Three kids under the age of three was a lot to juggle. After not successfully nursing my first two kids past three months I was determined to make it work. So every hour night and day you’d find me nursing the baby. Didn’t matter if I was pushing a shopping cart through the store, making peanut butter sandwiches or reading a book to the kids.

To leave the house it took two hours of prep work. I nursed, started getting everyone dressed, a snack and diapers changed. Then I’d have to nurse again, pack the diaper bag and schedule ten minutes to load the kids up in the car. It was exhausting yet I tried to find a way to make it work.

It was at this point I started to wonder why anyone even likes to be a mother. I hated it. I dreaded every morning and looked forward to bedtime. I’m not sure why as I then was up every hour to nurse. Just to repeat the next day. I was very depressed but didn’t tell anyone.

Everyone told me I was super woman but I felt far from it, I didn’t even like my kids. Taking care of them was a chore and I’d  become extremely jealous of my husband being able to work. I would become angry every time he spoke of lunches served at work, or talking to other adults during the day. I hated that I was in a  prison.

When my son was 9 months old I began to learn how to take care of myself again and slowly I felt like I started to find myself. By the time he was a year I had lost all my baby weight from my first three pregnancies and was feeling so much better about myself.
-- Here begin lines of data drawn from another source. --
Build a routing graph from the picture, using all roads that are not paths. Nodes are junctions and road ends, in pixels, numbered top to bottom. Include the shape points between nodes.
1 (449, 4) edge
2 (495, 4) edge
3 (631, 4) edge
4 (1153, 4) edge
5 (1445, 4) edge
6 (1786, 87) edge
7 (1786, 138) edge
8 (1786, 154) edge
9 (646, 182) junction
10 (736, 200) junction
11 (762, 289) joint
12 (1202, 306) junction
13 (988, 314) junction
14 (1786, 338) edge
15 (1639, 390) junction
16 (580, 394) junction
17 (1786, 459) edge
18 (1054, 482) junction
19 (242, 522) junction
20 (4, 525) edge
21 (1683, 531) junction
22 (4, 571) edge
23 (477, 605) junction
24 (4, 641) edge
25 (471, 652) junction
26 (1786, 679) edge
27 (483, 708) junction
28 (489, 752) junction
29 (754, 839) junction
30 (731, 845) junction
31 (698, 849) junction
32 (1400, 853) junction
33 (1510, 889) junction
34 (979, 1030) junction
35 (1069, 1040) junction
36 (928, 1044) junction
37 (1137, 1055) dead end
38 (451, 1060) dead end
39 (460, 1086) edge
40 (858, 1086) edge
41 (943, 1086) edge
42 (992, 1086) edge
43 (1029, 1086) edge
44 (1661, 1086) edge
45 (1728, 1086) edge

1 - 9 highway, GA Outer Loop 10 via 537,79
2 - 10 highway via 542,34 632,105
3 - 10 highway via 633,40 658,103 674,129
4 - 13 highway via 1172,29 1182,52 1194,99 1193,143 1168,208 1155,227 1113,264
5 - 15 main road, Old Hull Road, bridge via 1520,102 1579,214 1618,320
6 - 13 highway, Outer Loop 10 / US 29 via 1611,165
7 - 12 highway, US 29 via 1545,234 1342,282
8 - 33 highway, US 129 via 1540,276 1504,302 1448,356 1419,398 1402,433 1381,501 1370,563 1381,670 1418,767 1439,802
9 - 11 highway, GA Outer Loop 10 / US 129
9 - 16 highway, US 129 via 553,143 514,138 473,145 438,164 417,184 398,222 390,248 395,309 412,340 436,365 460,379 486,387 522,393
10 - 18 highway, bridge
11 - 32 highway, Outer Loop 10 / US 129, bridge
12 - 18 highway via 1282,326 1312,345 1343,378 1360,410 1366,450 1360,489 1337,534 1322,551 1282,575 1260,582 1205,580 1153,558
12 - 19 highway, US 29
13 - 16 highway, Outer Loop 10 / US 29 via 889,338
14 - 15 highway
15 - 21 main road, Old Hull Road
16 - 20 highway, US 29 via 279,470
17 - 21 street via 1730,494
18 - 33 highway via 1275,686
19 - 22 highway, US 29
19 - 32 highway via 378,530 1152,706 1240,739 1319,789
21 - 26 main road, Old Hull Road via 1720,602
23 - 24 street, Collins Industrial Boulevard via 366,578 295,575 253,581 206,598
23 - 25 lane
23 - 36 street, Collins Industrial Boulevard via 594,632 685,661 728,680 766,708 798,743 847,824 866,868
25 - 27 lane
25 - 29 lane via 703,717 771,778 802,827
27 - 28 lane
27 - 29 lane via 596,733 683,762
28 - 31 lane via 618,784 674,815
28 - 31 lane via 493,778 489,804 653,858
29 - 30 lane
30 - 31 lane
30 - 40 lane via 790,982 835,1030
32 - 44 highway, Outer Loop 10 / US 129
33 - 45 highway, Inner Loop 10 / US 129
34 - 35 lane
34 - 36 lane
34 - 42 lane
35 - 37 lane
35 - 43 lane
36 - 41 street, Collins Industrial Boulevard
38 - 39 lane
I wasn’t hating motherhood though I longed to work outside the house or go back to school. I wanted so badly to impact the world in a way that would matter. In a way that went beyond my four walls.
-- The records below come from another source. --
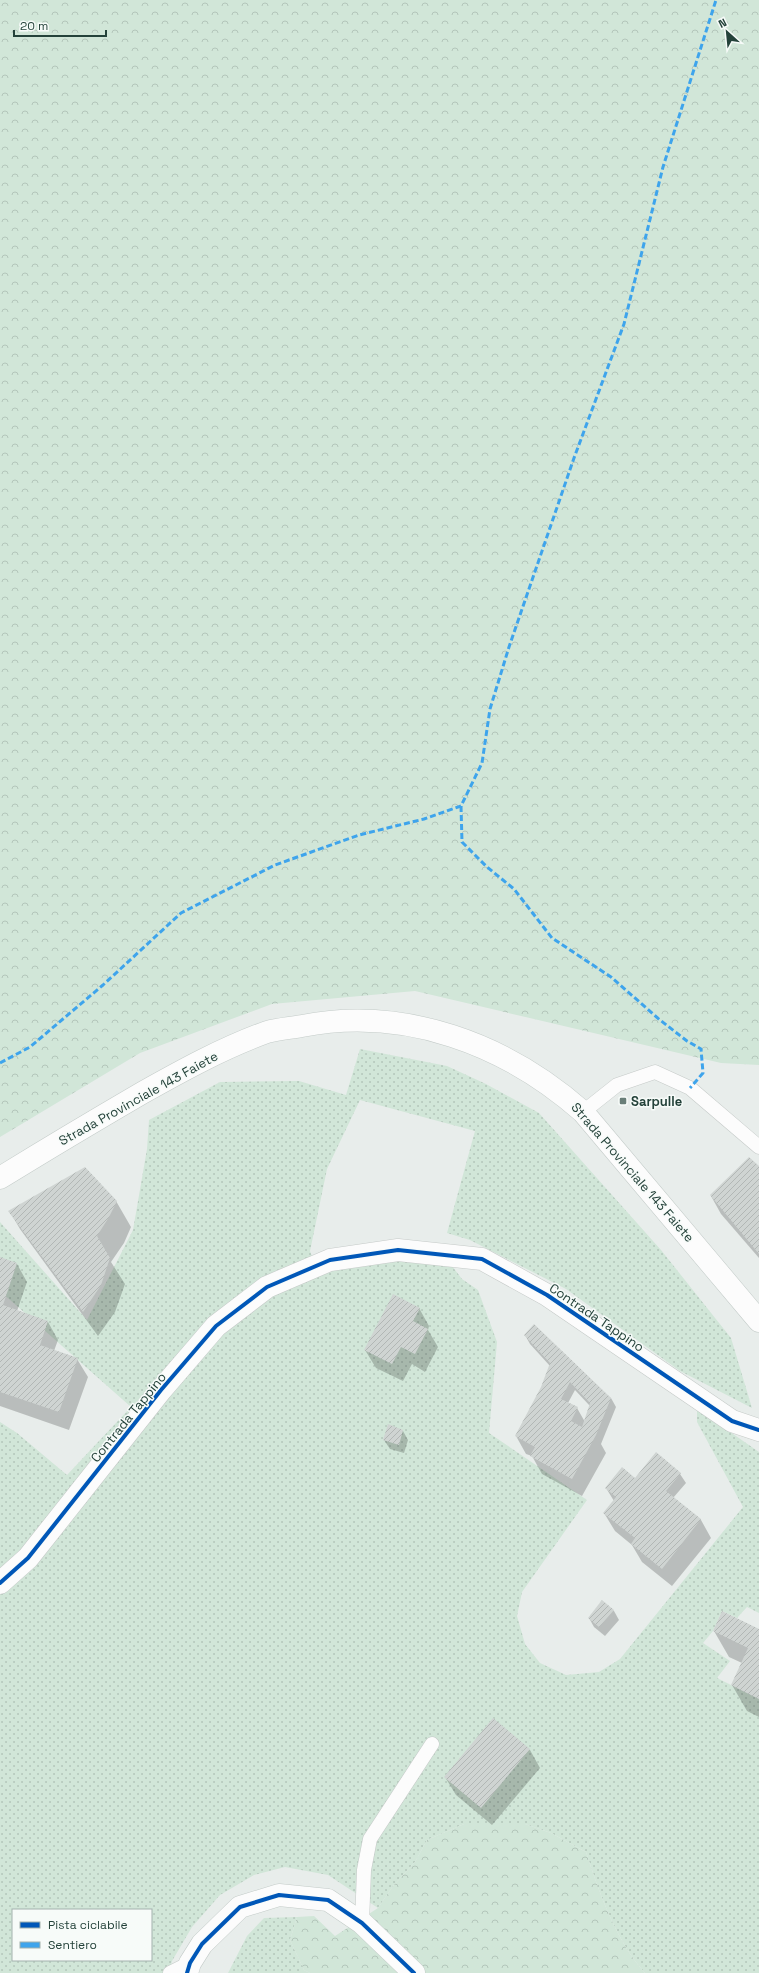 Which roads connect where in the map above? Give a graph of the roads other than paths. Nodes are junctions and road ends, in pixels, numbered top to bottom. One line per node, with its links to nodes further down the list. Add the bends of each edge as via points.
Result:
1 (583, 1112): 2 (lane, via 617,1085 655,1072 690,1088); 3 (street, Strada Provinciale 143 Faiete, via 559,1090 492,1050 436,1030 398,1023 329,1021 268,1032 201,1060); 4 (street, Strada Provinciale 143 Faiete)
2 (759, 1147)
3 (0, 1178)
4 (759, 1321)
5 (759, 1430): 6 (street, Contrada Tappino, via 732,1421 547,1294 482,1259 398,1250 330,1260 267,1287 216,1326 161,1390 28,1558)
6 (0, 1583)
7 (432, 1744): 8 (lane, via 370,1839 364,1870)
8 (362, 1923): 9 (street, via 328,1900 279,1896 240,1907 202,1944); 11 (street)
9 (188, 1968): 10 (lane)
10 (170, 1973)
11 (414, 1973) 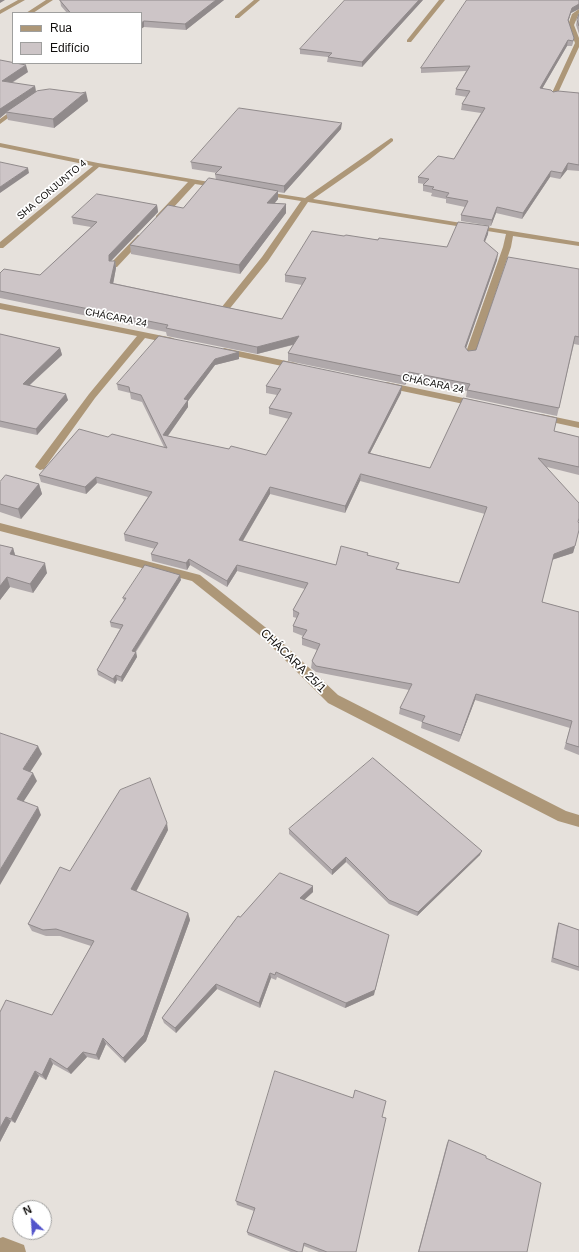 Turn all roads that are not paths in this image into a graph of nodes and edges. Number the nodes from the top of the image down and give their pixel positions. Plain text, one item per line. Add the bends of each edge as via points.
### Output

It was when my youngest was 18 months old that I discovered I was pregnant with the son who brought me here, to writing these blogs and breaking the silence. I broke inside finding out I was pregnant. It crushed me. I wanted so badly for God to take it back. I even went has far as to think if I miscarried that would be okay. I had had three previously so it wasn’t out of the question. I felt so guilty for thinking that.

I had postpartum psychosis after him (you can read more about that in previous blogs).  It was after him that I began to wish I had never become a mother. I felt lied to by society and the medical field. Motherhood was nothing like what I was told it would be and nobody sat down and told me how many risk factors I had for postpartum mental health problems. If I’d been educated all of those things would have been taken into consideration before bringing biological kids into this world.

I wondered if any other mothers felt as I did but I didn’t dare ask because what if they didn’t?  That would make me look like an awful mother. What if I told them I didn’t want to be a mom, that God could take them back, that if I could go back in time I’d do it differently. How could I share that? Surely I’m the only one who doesn’t like my kids or motherhood.

What I’ve learned about breaking the silence, being courages enough to speak my truth through the shame is I’m not the only one who feels like this at times. Even though I had these thoughts, and sometimes still question why I’m a mother, it doesn’t make me a bad mom. I love my children fiercely, they are why I’m still standing. My determination to be a good mom for them even while I was fighting so many demons.

I’m not sure why I felt the need to ramble through this other than to break the silence for myself. Maybe to help a mother who has had these intrusive thoughts as well or someone who is struggling with the guilt. Perhaps to help break through the shame we feel when we don’t love motherhood or it doesn’t come easily to us. No matter the reason thanks for sticking it out with me.